Imagem criada e editada por Sahra Melihssa para o Castelo Drácula

Após ler e discernir melhor sobre a suposta origem do que sou hoje, tomei fôlego e segui adiante em mais um capítulo do livro de capa de dragão; este capítulo se intitulava “Caim Magnus”. Era mais uma narrativa de Igor Dracul sobre o que acontecera com Vlad após o encontro com o vulto grotesco na alcova.

Caim Magnus

Após os muitos dias e muitas noites em que Vlad Tepes havia estado trancafiado no intento que tivesse boa recuperação, ele se levantara no décimo quarto dia com um vigor como se nunca houvesse ficado acamado e beirando à morte. Ele mandara me chamar através de um dos criados de seu Castelo  e prontamente eu adentrara seu quarto a fim de atender prontamente ao chamado do meu Senhor. Vlad ainda permanecia com a aparência pálida, tal qual um cadáver. O primeiro pedido que ele me fizera era para ajudar a enterrar o corpo de um moribundo que estava escondido dentro do seu guarda-roupas; ele pedira ao criado que fora me chamar no meio da madrugada do dia anterior, para que trouxesse um dos presos turcos que se encontravam na prisão local de guerra, que se localizava dentro do castelo, e fizera do homem sua primeira refeição.

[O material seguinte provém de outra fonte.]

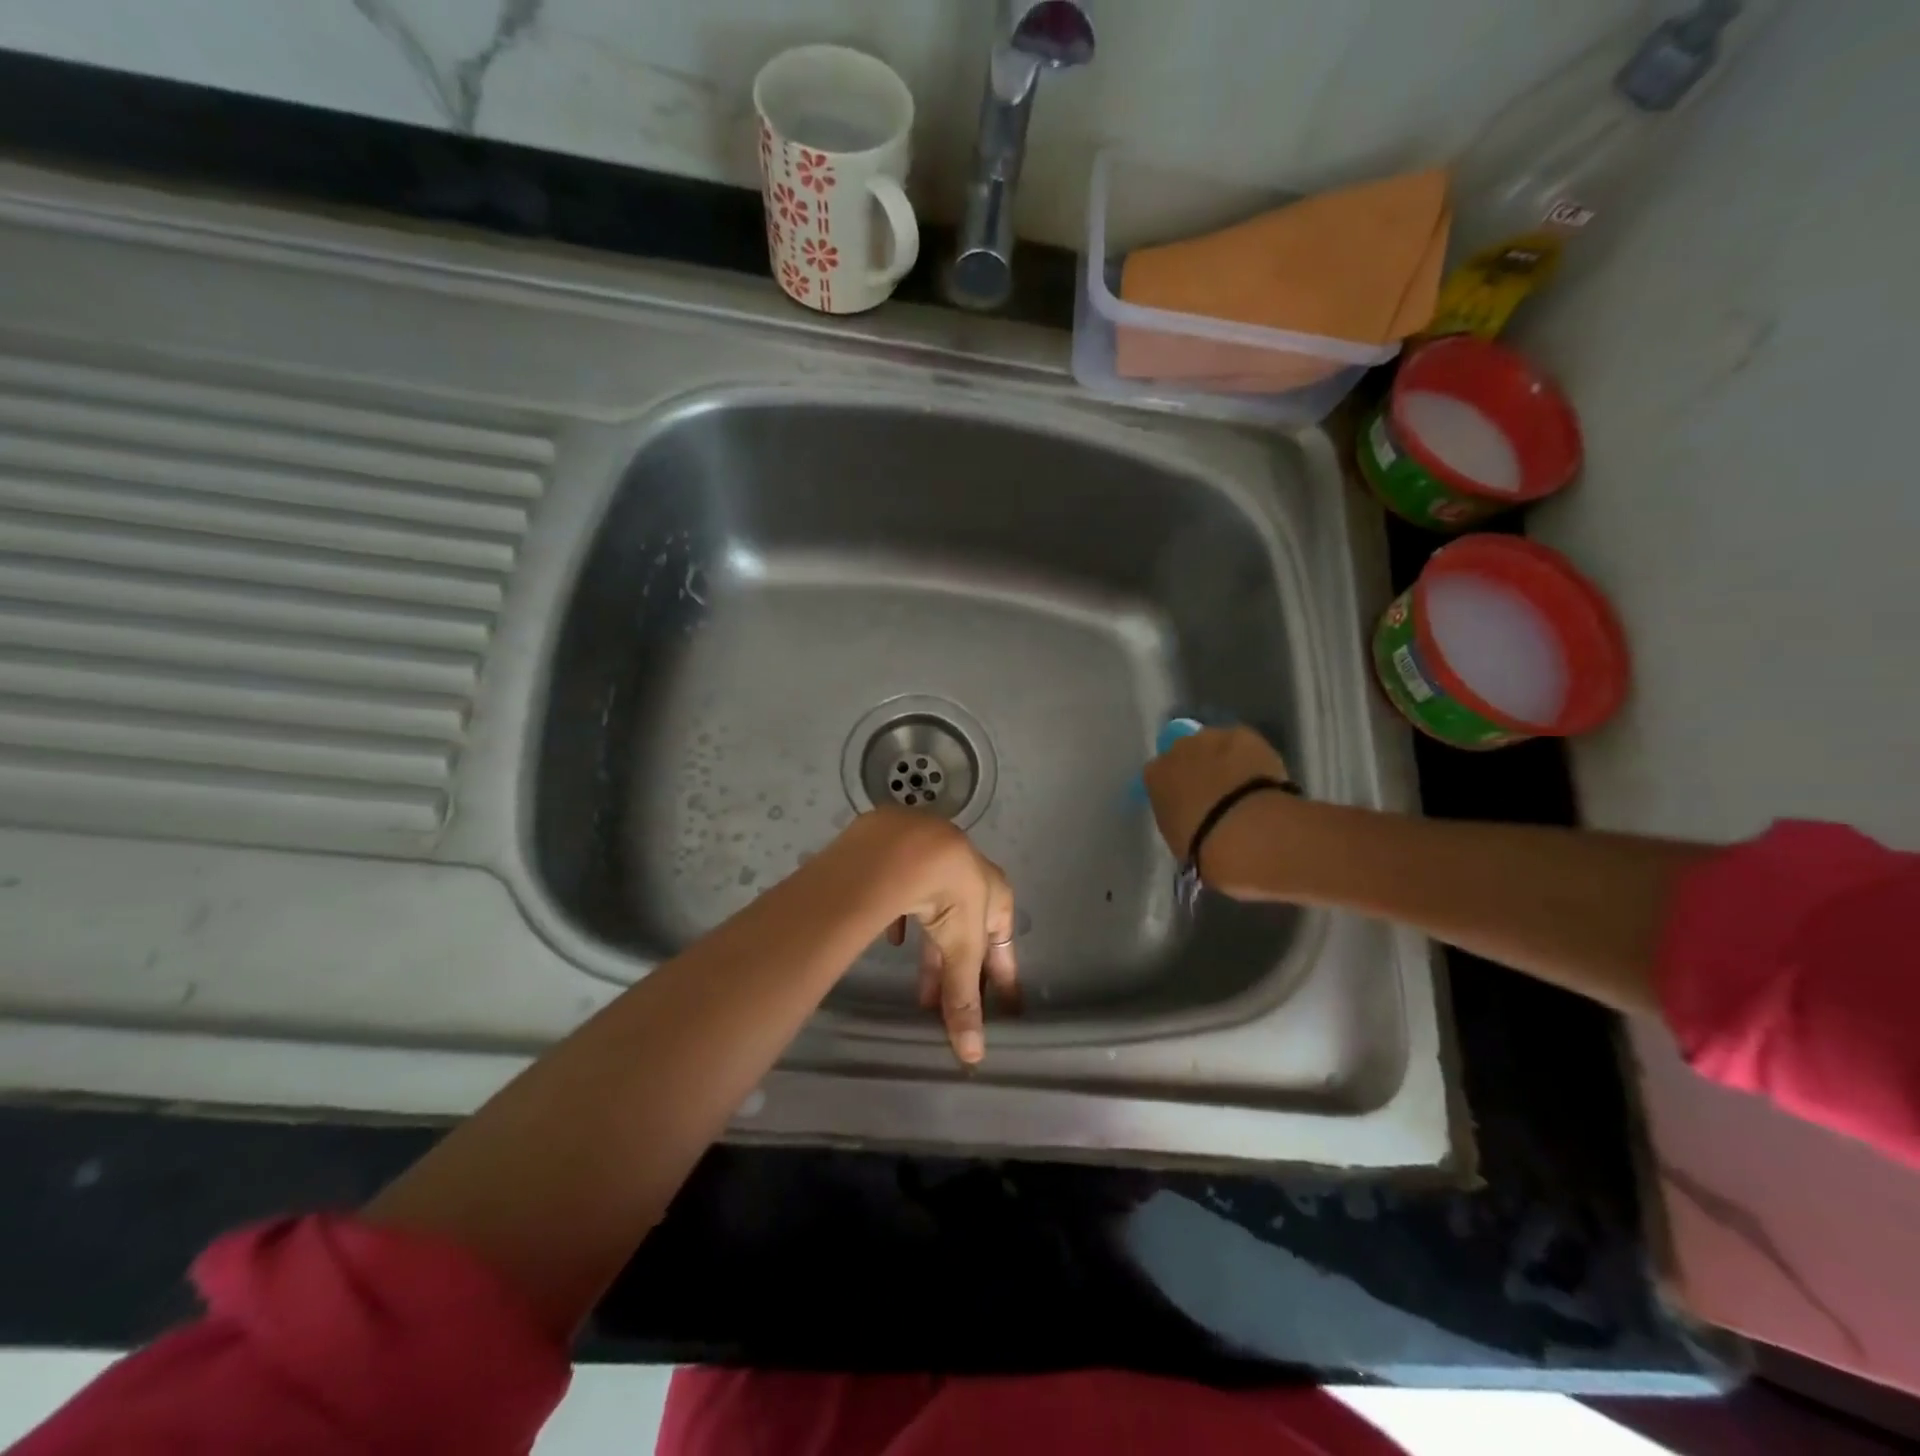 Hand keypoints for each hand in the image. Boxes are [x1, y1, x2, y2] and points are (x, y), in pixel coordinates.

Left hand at [840, 809, 1017, 1065]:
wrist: (908, 845)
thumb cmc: (951, 895)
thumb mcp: (961, 949)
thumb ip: (963, 998)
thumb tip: (973, 1056)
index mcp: (996, 895)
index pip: (1003, 946)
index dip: (1002, 978)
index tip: (1005, 1007)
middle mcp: (971, 876)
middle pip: (968, 933)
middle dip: (959, 973)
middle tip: (947, 1008)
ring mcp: (937, 863)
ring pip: (938, 915)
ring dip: (932, 952)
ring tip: (920, 989)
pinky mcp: (905, 858)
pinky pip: (907, 895)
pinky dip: (904, 921)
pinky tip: (894, 937)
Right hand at [1142, 726, 1294, 890]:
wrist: (1246, 832)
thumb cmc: (1204, 848)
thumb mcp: (1178, 837)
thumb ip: (1179, 817)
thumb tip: (1190, 815)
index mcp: (1154, 777)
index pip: (1159, 775)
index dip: (1175, 787)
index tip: (1189, 804)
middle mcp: (1176, 749)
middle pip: (1185, 752)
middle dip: (1197, 767)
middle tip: (1216, 792)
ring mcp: (1210, 738)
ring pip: (1214, 744)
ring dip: (1223, 759)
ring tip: (1243, 784)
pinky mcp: (1243, 735)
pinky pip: (1243, 744)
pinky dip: (1250, 756)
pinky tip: (1261, 777)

O cadáver se encontrava murcho; talvez o homem fosse mais alto ou mais gordo do que o estado ao qual se encontrava no post mortem. Estarrecido, não sabia por onde começar a perguntar ao meu Senhor o que acontecera afinal na noite passada, e ele já presumindo que isso fosse acontecer, não me deu tempo para pensar muito; me pediu para ajudá-lo a enterrar o corpo no terreno ao lado do castelo. Após voltar para o seu quarto, Tepes me entregara em mãos este livro que escrevo (e, antes que alguém — que possa estar lendo — questione, as páginas do capítulo anterior foram adicionadas posteriormente. Note a costura da folha em cor diferente do resto das páginas originais que vieram no miolo deste livro), para que deixasse o registro por escrito sobre o que acontecera na fatídica noite em que ele e Mihnea estiveram na alcova.

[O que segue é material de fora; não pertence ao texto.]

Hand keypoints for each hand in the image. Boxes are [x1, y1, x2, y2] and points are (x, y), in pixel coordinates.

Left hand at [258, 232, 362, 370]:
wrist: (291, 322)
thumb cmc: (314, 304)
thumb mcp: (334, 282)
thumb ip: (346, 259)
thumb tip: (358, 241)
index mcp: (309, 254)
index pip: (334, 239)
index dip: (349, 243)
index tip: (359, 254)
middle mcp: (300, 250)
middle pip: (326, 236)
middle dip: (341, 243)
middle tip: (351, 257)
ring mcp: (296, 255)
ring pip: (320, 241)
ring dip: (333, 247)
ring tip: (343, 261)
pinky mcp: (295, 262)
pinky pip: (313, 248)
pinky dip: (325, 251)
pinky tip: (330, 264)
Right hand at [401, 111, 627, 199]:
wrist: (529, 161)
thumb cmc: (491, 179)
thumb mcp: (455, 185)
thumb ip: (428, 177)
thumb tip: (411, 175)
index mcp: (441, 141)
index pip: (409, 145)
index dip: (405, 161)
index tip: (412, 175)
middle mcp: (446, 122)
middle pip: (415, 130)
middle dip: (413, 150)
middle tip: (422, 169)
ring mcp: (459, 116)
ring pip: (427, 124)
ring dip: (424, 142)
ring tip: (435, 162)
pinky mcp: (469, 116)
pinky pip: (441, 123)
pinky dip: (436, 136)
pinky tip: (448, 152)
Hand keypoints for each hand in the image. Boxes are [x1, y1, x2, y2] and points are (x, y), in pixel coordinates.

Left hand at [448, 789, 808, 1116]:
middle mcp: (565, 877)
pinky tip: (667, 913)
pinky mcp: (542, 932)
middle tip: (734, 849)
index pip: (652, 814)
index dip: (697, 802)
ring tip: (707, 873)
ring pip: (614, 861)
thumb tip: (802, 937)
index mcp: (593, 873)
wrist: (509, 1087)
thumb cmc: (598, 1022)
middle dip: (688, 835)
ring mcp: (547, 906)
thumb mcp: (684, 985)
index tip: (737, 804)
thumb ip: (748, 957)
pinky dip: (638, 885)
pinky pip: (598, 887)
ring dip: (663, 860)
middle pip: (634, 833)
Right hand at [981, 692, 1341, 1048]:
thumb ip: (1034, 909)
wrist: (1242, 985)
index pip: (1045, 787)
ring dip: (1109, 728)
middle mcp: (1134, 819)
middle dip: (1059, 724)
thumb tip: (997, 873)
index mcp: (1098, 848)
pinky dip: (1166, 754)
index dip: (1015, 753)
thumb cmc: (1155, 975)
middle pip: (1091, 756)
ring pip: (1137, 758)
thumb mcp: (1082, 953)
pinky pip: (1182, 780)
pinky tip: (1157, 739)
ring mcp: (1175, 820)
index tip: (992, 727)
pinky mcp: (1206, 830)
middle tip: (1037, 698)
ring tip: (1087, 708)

O Conde me confessara que, durante os dias em que se encontrava em coma, a criatura que lhe sorvera o sangue e as forças naquela noite, fizera uma espécie de contato mental. A partir deste contato telepático, a criatura tenebrosa contara sua história e o porquê de ter escolhido Vlad para passar tamanha maldição que lhe pertencia adiante. Dos diálogos que Vlad me fizera registrar aqui, iniciarei com o mais marcante:

— Sua alma é minha, e, em troca de poder, você agora é das trevas.

Segundo Tepes, após ter caído ao chão, imediatamente o ser maligno se conectou com sua mente continuando o diálogo:

— És meu filho e Dela. És a ponte entre o esquecimento e o renascimento. Teu sangue clama pelo abismo, e o abismo respondeu.

E sem resposta de Vlad, que se mantinha em silêncio, a fim de manter sua vida e um pouco da sanidade preservada, o monstro então continuava a contar sua saga:

— Após milênios caminhando entre os mortais e vendo os Primevos corromperem minha maldição, enfraquecido pela tristeza e pela sede de um silêncio eterno, me retirei do mundo. Meus últimos seguidores, pertencentes a uma seita esquecida, selaram meu corpo adormecido em um caixão de ébano, cravejado com símbolos sumérios e hebraicos, banhado em prata lunar, e me carregaram pelo deserto e pelas montanhas do Império Turco-Otomano, buscando o local mais distante da luz — a sua terra Natal: A Valáquia. Ali, entre as florestas antigas e as fortalezas de pedra, eles me enterraram em uma cripta sob o solo amaldiçoado, confiando que o mundo me esqueceria…

Vlad, ainda incrédulo com a história que a criatura lhe contava, tentava se manter mentalmente em silêncio, porém o vulto continuava a narrar sua crônica pessoal:

— Séculos se passaram e chegamos ao século XV. O conflito entre o Império Otomano e a resistência valaquiana atingiu níveis épicos. Você, jovem príncipe Vlad Tepes, cruel estrategista e herdeiro de uma linhagem marcada por sangue e pacto, enfrentou o avanço turco com uma brutalidade que faria até os demônios hesitarem. Em uma batalha particularmente sangrenta, milhares morreram sobre a colina onde eu jazia. O sangue dos mortos da batalha penetrou a terra. O solo gritou. E eu despertei.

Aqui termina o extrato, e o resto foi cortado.